Goose came together in Norwalk, Connecticut in 2014, which feels appropriately low-key for a band that spent years building their sound before most people noticed. Rick Mitarotonda handles guitar and vocals, Peter Anspach plays keys and guitar, Trevor Weekz is on bass, Ben Atkind drums, and Jeff Arevalo joined on percussion and vocals in 2017. They named themselves Goose because they needed a name and that one was available, which tracks.

The band spent their first few years doing what jam bands do: playing bars, breweries, and small venues around Connecticut and New York, slowly figuring out what they actually sounded like. They weren't trying to be Phish or the Dead, which was probably smart since everyone tries that. Instead they pulled from indie rock, folk, and electronic music, building these sprawling improvisational sections that could get genuinely weird without losing the thread. Their early EP "Moon Cabin" came out in 2016, but it was really just documentation of a band still finding itself.

Things started shifting around 2019 with the album "Shenanigans Nite Club." Tracks like "Hungersite" and "Hot Tea" showed they could write actual songs while still leaving room for the extended jams. "Arcadia" became a setlist staple, one of those songs that could go anywhere depending on the night. The jam band circuit started paying attention, which meant festivals, which meant more people accidentally discovering them.

Then 2020 happened. While touring stopped, Goose started doing these elaborate virtual shows that were more ambitious than most bands' in-person productions. They called it "Bingo Tour" and streamed from various locations, treating the medium like it actually mattered. When live music came back, they had momentum most bands lost during the shutdown.

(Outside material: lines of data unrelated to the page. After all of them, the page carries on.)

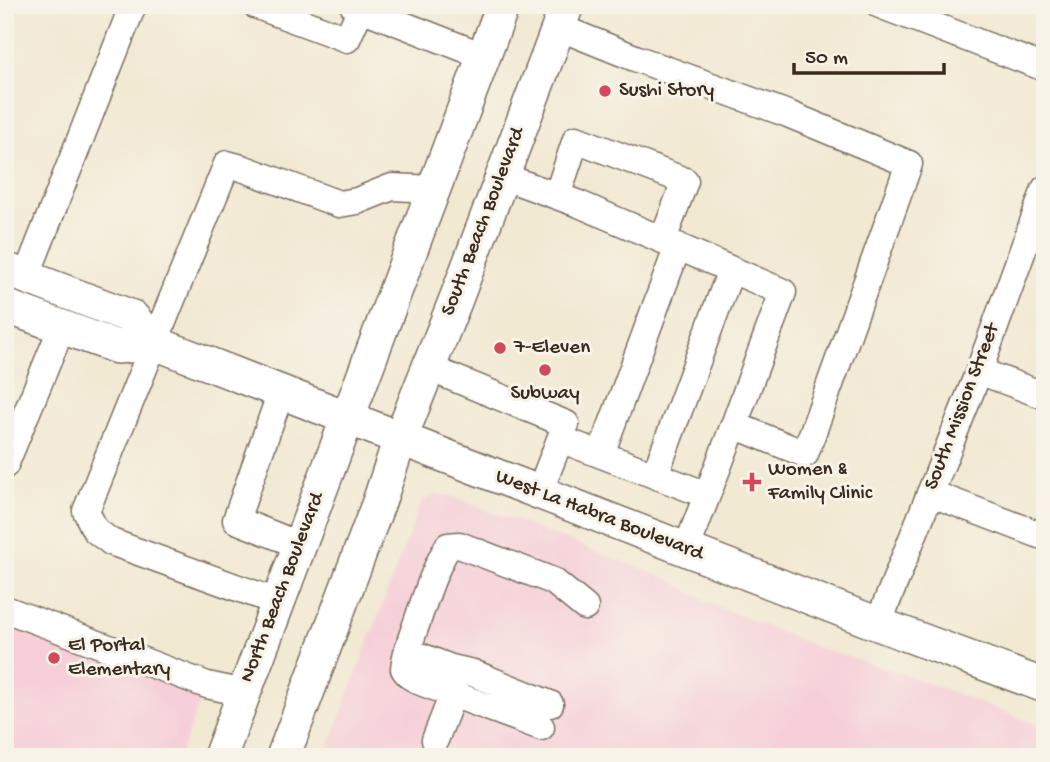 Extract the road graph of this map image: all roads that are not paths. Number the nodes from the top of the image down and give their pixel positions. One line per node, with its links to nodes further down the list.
1 (133, 5): 15 (street)
2 (255, 5): 5 (street)
3 (503, 5): 7 (main road)
4 (880, 5): 8 (street)
5 (357, 7): 7 (street)
6 (562, 16): 9 (main road, South Beach Boulevard); 24 (street)
7 (483, 56): 10 (main road)
8 (1045, 68)
9 (502, 176): 12 (street); 19 (main road, South Beach Boulevard)
10 (433, 189): 18 (street); 23 (main road)
11 (1045, 189): 20 (street, South Mission Street)
12 (557, 196): 13 (street); 13 (street)
13 (670, 243): 14 (street); 27 (street)
14 (731, 270): 24 (street); 29 (street)
15 (15, 273): 18 (main road, West La Habra Boulevard)
16 (5, 306): 17 (main road, West La Habra Boulevard)
17 (62, 327): 18 (main road, West La Habra Boulevard); 28 (street)
18 (155, 343): 21 (main road, West La Habra Boulevard); 36 (street)
19 (429, 368): 25 (main road, South Beach Boulevard); 26 (street)
20 (979, 371): 22 (street); 30 (street, South Mission Street)
21 (281, 392): 23 (main road, West La Habra Boulevard); 34 (street)
22 (1045, 396)
23 (347, 418): 25 (main road, West La Habra Boulevard); 34 (main road, North Beach Boulevard)
24 (734, 425): 32 (street)
25 (400, 439): 31 (main road, West La Habra Boulevard); 46 (main road)
26 (560, 439): 27 (street); 31 (street)
27 (601, 454): 29 (street)
28 (5, 465)
29 (655, 475): 32 (street)
30 (930, 492): 33 (street); 39 (street, South Mission Street)
31 (539, 493): 35 (main road, West La Habra Boulevard)
32 (708, 495): 35 (street)
33 (1045, 537)
34 (299, 545): 36 (main road, North Beach Boulevard)
35 (686, 550): 39 (main road, West La Habra Boulevard)
36 (277, 602): 42 (main road, North Beach Boulevard)
37 (585, 607): 40 (street)
38 (5, 609): 42 (street)
39 (877, 624): 41 (main road, West La Habra Boulevard)
40 (407, 654): 43 (street); 43 (street)
41 (1045, 686)
42 (244, 692): 45 (main road, North Beach Boulevard)
43 (453, 694): 44 (street)
44 (435, 740)
45 (220, 757)
46 (283, 757) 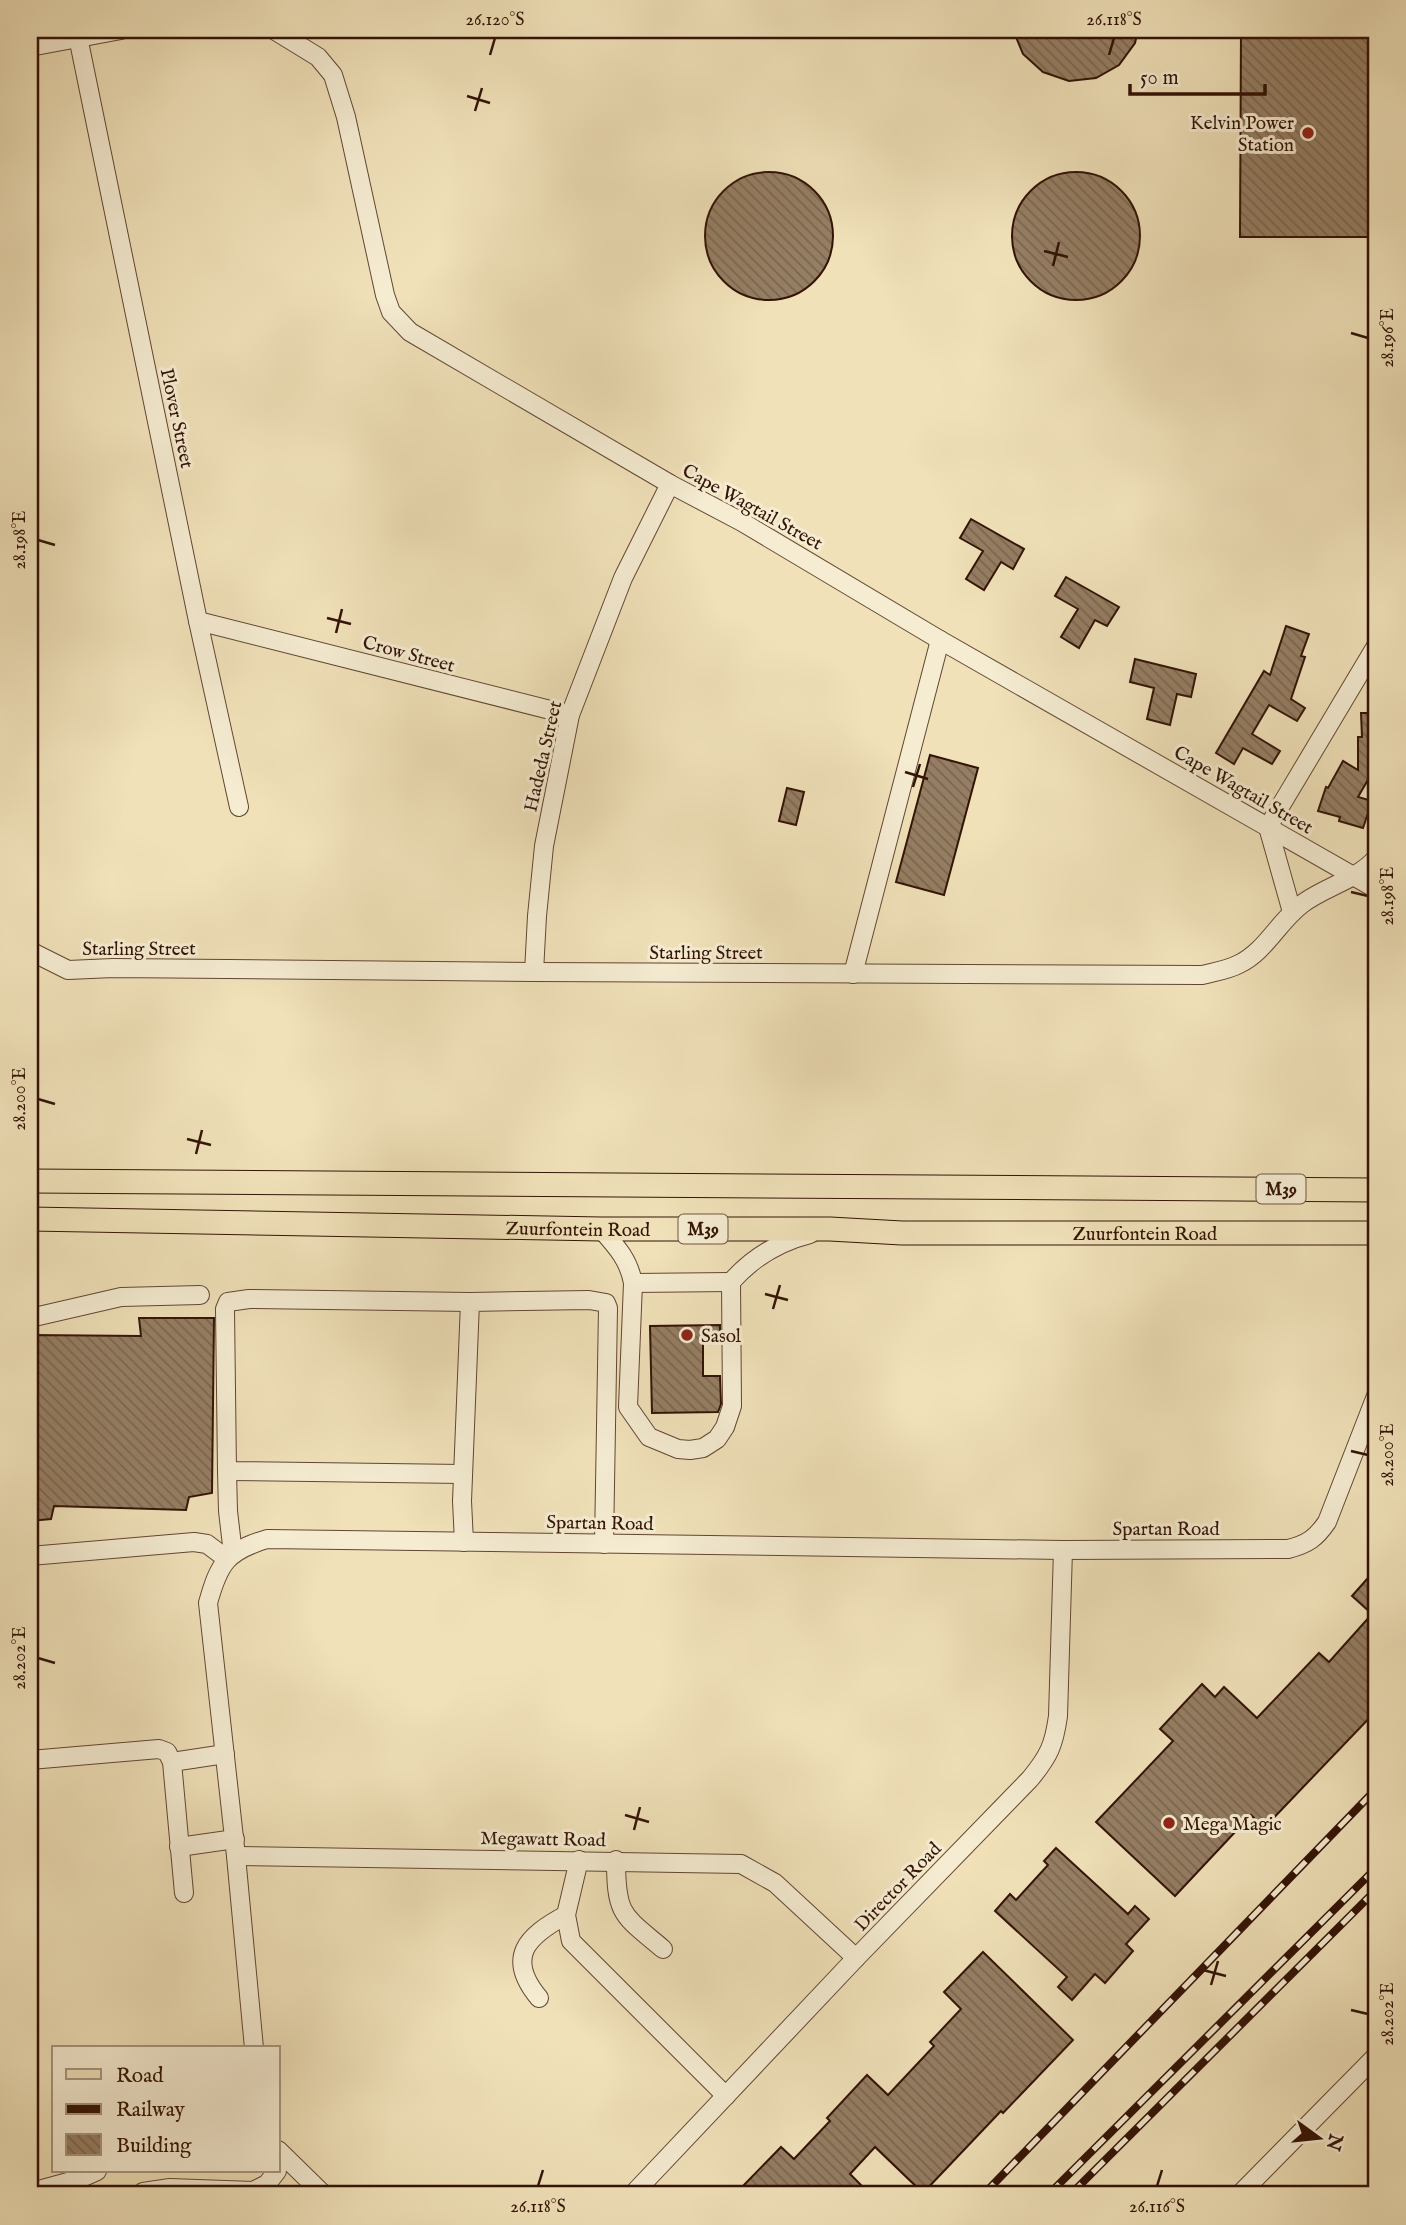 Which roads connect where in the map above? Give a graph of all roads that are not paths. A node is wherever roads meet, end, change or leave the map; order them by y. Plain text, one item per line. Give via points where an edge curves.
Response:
1 (121, 30) edge
2 (274, 30) edge
3 (78, 37) junction
4 (30, 47) edge
5 (670, 484) junction
6 (198, 621) junction
7 (940, 640) junction
8 (1376, 646) edge
9 (570, 715) junction
10 (239, 807) dead end
11 (1268, 827) junction
12 (1376, 858) edge
13 (1353, 874) junction
14 (1376, 889) edge
15 (1292, 912) junction
16 (30, 951) edge
17 (534, 972) junction
18 (853, 974) junction
19 (30, 1181) edge
20 (1376, 1190) edge
21 (30, 1219) edge
22 (601, 1229) junction
23 (830, 1229) junction
24 (1376, 1233) edge
25 (732, 1282) junction
26 (633, 1283) junction
27 (200, 1296) dead end
28 (470, 1302) junction
29 (30, 1318) edge
30 (1376, 1396) edge
31 (227, 1471) junction
32 (463, 1474) junction
33 (464, 1542) junction
34 (604, 1544) junction
35 (1063, 1549) junction
36 (30, 1556) edge
37 (230, 1556) junction
38 (225, 1754) junction
39 (30, 1760) edge
40 (172, 1762) junction
41 (179, 1847) junction
42 (235, 1848) junction
43 (579, 1860) junction
44 (617, 1860) junction
45 (184, 1893) dead end
46 (566, 1915) junction
47 (663, 1949) dead end
48 (856, 1958) junction
49 (539, 1998) dead end
50 (254, 2046) edge
51 (1372, 2068) edge
52 (726, 2096) junction
53 (280, 2162) edge
54 (95, 2172) edge
55 (274, 2172) edge
56 (39, 2190) dead end
57 (143, 2192) dead end
58 (324, 2195) edge
59 (632, 2195) edge
60 (1239, 2195) edge

1 - 3 street
2 - 5 street, Cape Wagtail Street via 318,57 333,75 385,295 398,322
3 - 4 street
3 - 6 street, Plover Street
5 - 7 street, Cape Wagtail Street
5 - 9 street, Hadeda Street via 623,578
6 - 9 street, Crow Street
6 - 10 street, Plover Street
7 - 11 street, Cape Wagtail Street
7 - 18 street
8 - 11 street
9 - 17 street, Hadeda Street via 544,846
11 - 13 street, Cape Wagtail Street
11 - 15 street
12 - 13 street, Starling Street
13 - 14 street, Cape Wagtail Street
13 - 15 street, Starling Street
15 - 18 street, Starling Street via 1254,954 1239,964 1202,975
16 - 17 street, Starling Street via 68,970
17 - 18 street, Starling Street
19 - 20 main road, M39
21 - 22 main road, Zuurfontein Road / M39
22 - 23 main road, Zuurfontein Road / M39
22 - 26 street via 630,1267
23 - 24 main road, Zuurfontein Road / M39
23 - 25 street via 778,1244 759,1255
25 - 26 street
25 - 26 street via 732,1406 717,1439 690,1450 649,1437 628,1407
27 - 29 street via 121,1297
28 - 31 street via 228,1302
28 - 32 street
28 - 34 street via 606,1303
30 - 35 street, Spartan Road via 1327,1522 1316,1538 1305,1544 1288,1549
31 - 32 street
31 - 37 street
32 - 33 street
33 - 34 street, Spartan Road
33 - 37 street, Spartan Road via 267,1539
34 - 35 street, Spartan Road
35 - 48 street, Director Road via 1058,1716 1046,1759
36 - 37 street via 194,1542
37 - 38 street via 215,1578 208,1603
38 - 40 street
38 - 42 street
39 - 40 street via 159,1749 167,1752
40 - 41 street
41 - 42 street, Megawatt Road
41 - 45 street
42 - 43 street, Megawatt Road
42 - 50 street
43 - 44 street, Megawatt Road
43 - 46 street
44 - 47 street via 619,1904 626,1917
44 - 48 street, Megawatt Road via 741,1864 775,1883
46 - 49 street via 543,1928 524,1950 526,1982
46 - 52 street via 571,1941
48 - 52 street, Director Road
51 - 60 street
52 - 59 street, Director Road
53 - 58 street
54 - 56 street
55 - 57 street via 267,2184 253,2191 170,2188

"Dripfield" dropped in 2022 as their first proper studio album on a label, and it demonstrated they could translate what worked live into composed songs. "Hungersite" got a studio treatment. "Hot Tea" proved it could exist in under five minutes. The album made it clear they weren't just a live phenomenon, though the live shows remained the point.

By 2023 and 2024, they were playing Red Rocks, Madison Square Garden, Radio City Music Hall. The venues got bigger but the approach stayed consistent: take a song, see where it goes, trust that the audience will follow. Their 2024 release "Layla" continued refining their studio work, though asking Goose fans about studio albums is like asking Grateful Dead fans about "Built to Last."

Right now they're in that strange zone where they're big enough to headline major venues but still operating in the jam band ecosystem that runs parallel to mainstream music culture. They tour constantly, their fans trade recordings, and they keep pushing their improvisations into stranger territory. It's working.

Goose shows are patient, methodical affairs where the crowd settles in for the long game. People aren't moshing—they're watching. The band will stretch a song into something unrecognizable, and the audience just gets quieter, more focused. It's the kind of show where a 40-minute set feels like it moved fast.